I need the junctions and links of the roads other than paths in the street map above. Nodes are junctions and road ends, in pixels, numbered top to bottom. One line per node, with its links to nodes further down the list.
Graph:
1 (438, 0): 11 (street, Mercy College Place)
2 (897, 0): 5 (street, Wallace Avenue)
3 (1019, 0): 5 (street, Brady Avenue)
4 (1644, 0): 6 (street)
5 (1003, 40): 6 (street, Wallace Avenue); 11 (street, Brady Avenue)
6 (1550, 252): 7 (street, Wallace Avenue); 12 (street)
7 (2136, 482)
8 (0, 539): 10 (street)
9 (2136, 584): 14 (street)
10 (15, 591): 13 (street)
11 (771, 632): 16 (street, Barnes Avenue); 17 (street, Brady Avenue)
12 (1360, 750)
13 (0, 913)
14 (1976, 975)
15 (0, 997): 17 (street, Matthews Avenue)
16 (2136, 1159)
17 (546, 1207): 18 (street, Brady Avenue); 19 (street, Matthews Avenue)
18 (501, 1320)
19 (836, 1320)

--------

▸ **Aim of the exercise**: The listing above is to be written out again word for word.

▸ **Answer space**:
I need the junctions and links of the roads other than paths in the street map above. Nodes are junctions and road ends, in pixels, numbered top to bottom. One line per node, with its links to nodes further down the list.
Graph:
1 (438, 0): 11 (street, Mercy College Place)
2 (897, 0): 5 (street, Wallace Avenue)
3 (1019, 0): 5 (street, Brady Avenue)
4 (1644, 0): 6 (street)
5 (1003, 40): 6 (street, Wallace Avenue); 11 (street, Brady Avenue)
6 (1550, 252): 7 (street, Wallace Avenue); 12 (street)
7 (2136, 482)
8 (0, 539): 10 (street)
9 (2136, 584): 14 (street)
10 (15, 591): 13 (street)
11 (771, 632): 16 (street, Barnes Avenue); 17 (street, Brady Avenue)
12 (1360, 750)
13 (0, 913)
14 (1976, 975)
15 (0, 997): 17 (street, Matthews Avenue)
16 (2136, 1159)
17 (546, 1207): 18 (street, Brady Avenue); 19 (street, Matthews Avenue)
18 (501, 1320)
19 (836, 1320)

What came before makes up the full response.